(Records contained in a dataset)
/---
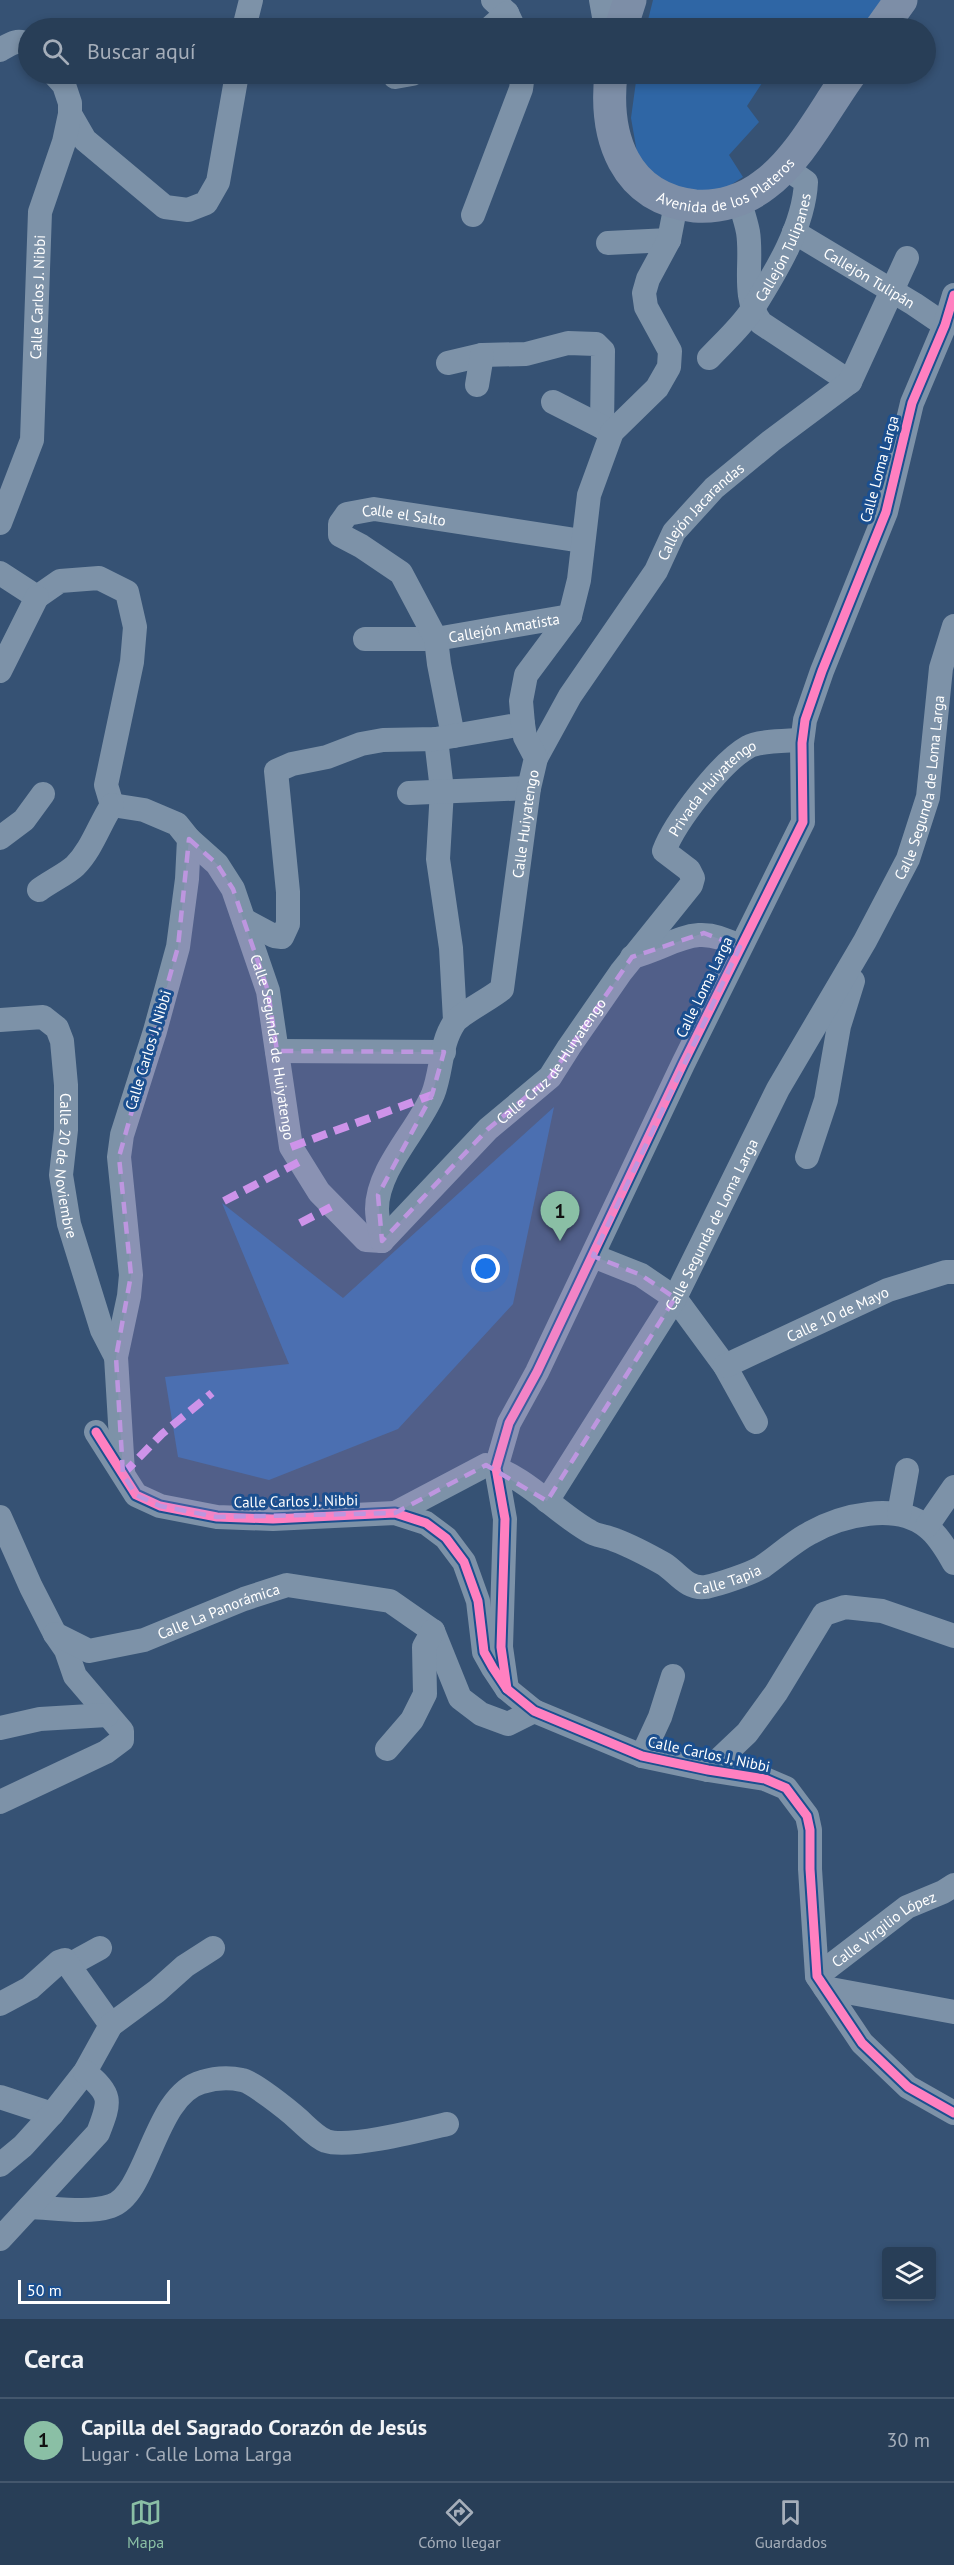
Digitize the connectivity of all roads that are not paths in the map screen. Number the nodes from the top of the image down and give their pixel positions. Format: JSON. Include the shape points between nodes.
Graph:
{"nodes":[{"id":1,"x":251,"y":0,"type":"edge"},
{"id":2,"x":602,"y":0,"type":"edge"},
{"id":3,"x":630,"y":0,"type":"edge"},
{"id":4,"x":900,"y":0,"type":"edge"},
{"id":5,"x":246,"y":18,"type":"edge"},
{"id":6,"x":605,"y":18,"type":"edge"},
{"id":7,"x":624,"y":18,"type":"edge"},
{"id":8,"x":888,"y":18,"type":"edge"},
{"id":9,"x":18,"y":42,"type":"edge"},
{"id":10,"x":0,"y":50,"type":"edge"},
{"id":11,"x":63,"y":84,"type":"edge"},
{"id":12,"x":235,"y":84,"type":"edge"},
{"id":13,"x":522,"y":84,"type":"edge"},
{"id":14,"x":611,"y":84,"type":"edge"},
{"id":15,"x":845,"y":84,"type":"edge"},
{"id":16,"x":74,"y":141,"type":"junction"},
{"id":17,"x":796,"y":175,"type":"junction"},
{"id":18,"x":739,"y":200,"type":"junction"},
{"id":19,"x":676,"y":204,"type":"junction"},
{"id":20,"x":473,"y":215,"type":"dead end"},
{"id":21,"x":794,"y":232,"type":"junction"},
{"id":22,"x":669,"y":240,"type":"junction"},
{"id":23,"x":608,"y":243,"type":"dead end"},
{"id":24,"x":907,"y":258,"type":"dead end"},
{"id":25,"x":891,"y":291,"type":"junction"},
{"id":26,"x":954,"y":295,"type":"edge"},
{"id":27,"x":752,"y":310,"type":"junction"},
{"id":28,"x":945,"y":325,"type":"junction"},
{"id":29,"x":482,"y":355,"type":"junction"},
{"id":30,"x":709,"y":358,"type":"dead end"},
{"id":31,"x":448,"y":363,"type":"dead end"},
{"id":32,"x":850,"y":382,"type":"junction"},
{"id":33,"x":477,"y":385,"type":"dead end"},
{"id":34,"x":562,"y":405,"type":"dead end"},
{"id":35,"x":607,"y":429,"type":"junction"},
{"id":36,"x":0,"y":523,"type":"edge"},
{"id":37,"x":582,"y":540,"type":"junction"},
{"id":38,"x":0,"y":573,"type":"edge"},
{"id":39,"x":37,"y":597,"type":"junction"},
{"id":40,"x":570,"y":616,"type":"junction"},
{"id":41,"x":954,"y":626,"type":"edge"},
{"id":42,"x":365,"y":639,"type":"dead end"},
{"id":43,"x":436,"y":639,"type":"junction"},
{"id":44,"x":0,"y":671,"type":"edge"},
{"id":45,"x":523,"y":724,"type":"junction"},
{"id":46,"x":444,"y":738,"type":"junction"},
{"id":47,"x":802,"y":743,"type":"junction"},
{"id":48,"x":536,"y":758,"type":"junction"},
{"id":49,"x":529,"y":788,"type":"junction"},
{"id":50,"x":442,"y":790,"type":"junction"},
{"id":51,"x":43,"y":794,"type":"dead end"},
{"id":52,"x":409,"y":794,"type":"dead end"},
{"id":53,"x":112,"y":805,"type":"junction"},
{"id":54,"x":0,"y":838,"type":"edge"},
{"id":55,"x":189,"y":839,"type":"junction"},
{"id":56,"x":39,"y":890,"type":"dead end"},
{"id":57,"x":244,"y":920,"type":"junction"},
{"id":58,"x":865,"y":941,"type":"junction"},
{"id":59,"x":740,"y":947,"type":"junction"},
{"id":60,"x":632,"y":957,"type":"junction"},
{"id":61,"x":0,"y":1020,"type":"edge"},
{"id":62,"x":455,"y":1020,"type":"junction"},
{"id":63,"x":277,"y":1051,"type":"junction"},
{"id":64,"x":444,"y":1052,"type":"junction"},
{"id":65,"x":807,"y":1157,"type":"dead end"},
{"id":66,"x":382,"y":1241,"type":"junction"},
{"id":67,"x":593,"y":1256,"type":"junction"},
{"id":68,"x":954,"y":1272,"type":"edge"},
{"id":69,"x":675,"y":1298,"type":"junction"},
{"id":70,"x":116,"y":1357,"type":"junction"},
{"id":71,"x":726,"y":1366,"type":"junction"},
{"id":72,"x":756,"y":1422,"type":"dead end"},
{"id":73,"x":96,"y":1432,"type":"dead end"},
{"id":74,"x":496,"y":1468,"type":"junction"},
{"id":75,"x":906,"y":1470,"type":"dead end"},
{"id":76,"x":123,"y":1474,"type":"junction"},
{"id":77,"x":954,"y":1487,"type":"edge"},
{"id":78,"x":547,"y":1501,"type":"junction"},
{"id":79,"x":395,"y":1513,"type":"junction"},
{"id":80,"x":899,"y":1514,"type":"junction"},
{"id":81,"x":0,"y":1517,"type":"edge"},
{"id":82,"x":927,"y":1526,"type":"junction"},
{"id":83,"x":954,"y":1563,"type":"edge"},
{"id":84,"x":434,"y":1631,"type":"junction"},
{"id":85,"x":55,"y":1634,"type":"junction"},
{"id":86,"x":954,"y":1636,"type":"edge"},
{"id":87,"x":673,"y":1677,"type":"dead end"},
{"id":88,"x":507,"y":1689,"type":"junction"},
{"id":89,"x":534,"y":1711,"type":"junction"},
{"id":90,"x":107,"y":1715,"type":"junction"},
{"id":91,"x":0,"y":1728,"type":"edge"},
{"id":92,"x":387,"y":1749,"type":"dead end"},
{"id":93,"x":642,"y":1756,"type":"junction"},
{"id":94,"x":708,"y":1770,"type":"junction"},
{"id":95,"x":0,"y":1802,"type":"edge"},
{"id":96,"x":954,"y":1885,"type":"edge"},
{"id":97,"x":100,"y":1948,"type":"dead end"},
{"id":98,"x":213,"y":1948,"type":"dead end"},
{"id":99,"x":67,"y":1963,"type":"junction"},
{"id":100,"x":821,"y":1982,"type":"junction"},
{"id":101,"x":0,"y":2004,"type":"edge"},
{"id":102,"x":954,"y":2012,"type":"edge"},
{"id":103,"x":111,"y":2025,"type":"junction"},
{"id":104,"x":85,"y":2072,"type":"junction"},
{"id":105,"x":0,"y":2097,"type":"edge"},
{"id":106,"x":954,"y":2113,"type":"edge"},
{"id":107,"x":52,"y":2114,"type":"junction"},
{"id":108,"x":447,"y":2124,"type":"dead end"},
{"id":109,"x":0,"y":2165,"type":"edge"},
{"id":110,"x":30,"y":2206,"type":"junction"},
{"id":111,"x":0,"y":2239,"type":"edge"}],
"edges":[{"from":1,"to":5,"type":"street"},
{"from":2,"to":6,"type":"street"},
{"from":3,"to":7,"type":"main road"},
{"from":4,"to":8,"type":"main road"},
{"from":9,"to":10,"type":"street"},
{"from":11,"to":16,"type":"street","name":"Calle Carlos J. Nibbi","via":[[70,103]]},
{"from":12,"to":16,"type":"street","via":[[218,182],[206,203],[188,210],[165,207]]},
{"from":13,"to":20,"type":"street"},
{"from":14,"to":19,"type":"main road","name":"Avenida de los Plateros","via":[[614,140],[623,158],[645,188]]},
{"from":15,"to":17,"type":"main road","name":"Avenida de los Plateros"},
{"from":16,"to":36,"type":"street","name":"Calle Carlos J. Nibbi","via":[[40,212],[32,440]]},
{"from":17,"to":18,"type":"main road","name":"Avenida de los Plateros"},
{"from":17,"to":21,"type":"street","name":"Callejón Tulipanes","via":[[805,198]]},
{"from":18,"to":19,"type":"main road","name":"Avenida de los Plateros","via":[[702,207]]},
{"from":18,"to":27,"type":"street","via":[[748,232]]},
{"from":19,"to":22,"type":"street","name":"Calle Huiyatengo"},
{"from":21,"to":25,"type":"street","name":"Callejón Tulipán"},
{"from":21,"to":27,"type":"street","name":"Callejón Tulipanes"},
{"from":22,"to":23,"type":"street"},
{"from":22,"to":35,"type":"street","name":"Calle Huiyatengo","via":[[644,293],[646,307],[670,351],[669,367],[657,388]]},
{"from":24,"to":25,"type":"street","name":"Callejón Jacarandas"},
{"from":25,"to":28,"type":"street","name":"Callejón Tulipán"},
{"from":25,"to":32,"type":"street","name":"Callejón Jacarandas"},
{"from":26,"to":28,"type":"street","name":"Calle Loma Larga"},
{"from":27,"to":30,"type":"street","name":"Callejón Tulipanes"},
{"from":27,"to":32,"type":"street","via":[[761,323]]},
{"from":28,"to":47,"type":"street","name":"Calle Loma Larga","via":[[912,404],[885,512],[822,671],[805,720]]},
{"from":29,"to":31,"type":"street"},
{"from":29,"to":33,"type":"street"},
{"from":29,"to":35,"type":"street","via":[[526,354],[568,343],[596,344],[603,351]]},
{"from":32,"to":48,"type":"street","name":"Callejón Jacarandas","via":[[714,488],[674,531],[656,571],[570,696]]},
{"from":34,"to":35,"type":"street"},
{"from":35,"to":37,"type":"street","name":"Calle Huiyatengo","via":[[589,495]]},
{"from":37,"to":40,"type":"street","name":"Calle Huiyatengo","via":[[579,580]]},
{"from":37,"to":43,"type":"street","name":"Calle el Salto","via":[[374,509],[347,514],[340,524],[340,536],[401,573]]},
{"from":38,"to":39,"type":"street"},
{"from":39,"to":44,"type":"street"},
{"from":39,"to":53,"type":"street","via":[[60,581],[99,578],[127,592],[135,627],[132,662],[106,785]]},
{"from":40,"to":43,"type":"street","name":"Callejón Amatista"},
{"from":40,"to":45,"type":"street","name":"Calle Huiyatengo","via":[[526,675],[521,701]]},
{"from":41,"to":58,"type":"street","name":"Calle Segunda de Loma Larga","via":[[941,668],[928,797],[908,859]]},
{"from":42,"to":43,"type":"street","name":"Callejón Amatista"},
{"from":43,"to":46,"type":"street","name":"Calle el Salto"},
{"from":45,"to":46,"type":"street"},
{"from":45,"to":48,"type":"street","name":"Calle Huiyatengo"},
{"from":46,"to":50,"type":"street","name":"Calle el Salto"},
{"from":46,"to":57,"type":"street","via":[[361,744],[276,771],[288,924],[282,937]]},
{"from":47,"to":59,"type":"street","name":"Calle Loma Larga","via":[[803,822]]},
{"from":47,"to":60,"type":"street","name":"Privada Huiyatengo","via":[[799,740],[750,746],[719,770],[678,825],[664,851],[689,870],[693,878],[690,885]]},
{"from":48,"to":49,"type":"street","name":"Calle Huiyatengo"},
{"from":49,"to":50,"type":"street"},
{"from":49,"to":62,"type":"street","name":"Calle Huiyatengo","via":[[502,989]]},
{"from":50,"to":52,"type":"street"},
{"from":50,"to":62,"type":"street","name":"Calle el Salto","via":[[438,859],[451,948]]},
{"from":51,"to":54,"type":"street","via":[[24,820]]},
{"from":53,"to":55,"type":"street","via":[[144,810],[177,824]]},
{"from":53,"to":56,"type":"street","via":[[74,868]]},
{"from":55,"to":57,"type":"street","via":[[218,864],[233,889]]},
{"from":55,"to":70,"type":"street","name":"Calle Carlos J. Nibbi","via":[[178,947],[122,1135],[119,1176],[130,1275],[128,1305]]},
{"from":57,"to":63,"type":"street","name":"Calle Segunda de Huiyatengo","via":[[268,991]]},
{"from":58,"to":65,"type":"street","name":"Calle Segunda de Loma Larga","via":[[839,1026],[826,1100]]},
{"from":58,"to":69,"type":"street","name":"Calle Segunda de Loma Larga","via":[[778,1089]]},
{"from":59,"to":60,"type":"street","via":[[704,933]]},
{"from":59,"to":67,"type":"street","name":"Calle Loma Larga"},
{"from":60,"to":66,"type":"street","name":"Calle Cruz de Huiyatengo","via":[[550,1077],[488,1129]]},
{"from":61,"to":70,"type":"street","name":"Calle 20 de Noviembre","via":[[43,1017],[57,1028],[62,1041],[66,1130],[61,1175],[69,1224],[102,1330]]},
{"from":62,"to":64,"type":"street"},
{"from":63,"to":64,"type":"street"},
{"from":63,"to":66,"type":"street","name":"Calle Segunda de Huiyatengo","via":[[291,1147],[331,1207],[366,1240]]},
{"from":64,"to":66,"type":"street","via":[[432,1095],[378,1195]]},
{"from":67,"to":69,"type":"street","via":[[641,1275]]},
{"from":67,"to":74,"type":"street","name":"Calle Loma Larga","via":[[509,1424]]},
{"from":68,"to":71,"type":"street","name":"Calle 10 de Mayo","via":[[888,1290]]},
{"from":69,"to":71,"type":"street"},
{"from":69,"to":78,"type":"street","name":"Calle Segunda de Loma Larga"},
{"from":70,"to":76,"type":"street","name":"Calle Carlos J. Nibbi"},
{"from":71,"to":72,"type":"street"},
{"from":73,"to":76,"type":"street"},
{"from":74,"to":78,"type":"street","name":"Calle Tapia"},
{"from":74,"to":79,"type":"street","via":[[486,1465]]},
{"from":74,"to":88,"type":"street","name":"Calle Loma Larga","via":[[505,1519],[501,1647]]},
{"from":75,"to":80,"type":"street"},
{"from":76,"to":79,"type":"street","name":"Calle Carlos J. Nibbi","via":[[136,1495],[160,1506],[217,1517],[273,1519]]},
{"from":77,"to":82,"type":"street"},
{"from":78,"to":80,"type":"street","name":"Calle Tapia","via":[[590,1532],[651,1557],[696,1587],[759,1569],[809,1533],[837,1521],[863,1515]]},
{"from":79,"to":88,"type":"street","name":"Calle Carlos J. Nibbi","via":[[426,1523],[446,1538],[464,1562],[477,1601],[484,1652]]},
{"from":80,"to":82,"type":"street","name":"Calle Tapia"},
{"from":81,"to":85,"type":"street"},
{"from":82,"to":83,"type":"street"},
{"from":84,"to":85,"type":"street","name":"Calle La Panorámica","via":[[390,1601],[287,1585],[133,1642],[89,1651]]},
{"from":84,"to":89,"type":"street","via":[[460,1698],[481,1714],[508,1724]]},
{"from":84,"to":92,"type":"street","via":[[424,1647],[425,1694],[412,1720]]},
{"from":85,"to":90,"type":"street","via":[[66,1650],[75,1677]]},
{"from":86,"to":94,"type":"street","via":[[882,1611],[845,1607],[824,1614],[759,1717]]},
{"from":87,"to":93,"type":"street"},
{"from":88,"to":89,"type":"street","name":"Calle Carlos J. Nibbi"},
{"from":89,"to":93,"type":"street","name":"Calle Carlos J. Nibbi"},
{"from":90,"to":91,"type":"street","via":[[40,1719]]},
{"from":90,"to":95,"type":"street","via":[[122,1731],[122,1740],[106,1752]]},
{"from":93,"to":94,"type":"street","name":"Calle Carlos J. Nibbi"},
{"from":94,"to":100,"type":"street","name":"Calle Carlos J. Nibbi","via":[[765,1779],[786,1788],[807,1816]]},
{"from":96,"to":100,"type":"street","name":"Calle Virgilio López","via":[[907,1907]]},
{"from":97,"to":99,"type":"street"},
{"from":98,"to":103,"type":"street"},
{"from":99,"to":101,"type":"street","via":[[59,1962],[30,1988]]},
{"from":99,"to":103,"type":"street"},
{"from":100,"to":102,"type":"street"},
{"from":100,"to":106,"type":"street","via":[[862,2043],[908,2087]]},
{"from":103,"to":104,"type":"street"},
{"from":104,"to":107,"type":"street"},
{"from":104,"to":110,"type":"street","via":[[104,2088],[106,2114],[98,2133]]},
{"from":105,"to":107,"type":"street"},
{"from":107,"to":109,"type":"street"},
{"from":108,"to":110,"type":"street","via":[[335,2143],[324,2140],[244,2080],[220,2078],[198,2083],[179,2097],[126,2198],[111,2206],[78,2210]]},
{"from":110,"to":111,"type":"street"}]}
\---
_EXERCISE DETAILS_
Copy, from the lines above, each one that holds "Nibbi".

_TASK OUTPUT_
{"from":11,"to":16,"type":"street","name":"Calle Carlos J. Nibbi","via":[[70,103]]},
{"from":16,"to":36,"type":"street","name":"Calle Carlos J. Nibbi","via":[[40,212],[32,440]]},
{"from":55,"to":70,"type":"street","name":"Calle Carlos J. Nibbi","via":[[178,947],[122,1135],[119,1176],[130,1275],[128,1305]]},
{"from":70,"to":76,"type":"street","name":"Calle Carlos J. Nibbi"},
{"from":76,"to":79,"type":"street","name":"Calle Carlos J. Nibbi","via":[[136,1495],[160,1506],[217,1517],[273,1519]]},
{"from":79,"to":88,"type":"street","name":"Calle Carlos J. Nibbi","via":[[426,1523],[446,1538],[464,1562],[477,1601],[484,1652]]},
{"from":88,"to":89,"type":"street","name":"Calle Carlos J. Nibbi"},
{"from":89,"to":93,"type":"street","name":"Calle Carlos J. Nibbi"},
{"from":93,"to":94,"type":"street","name":"Calle Carlos J. Nibbi"},
{"from":94,"to":100,"type":"street","name":"Calle Carlos J. Nibbi","via":[[765,1779],[786,1788],[807,1816]]},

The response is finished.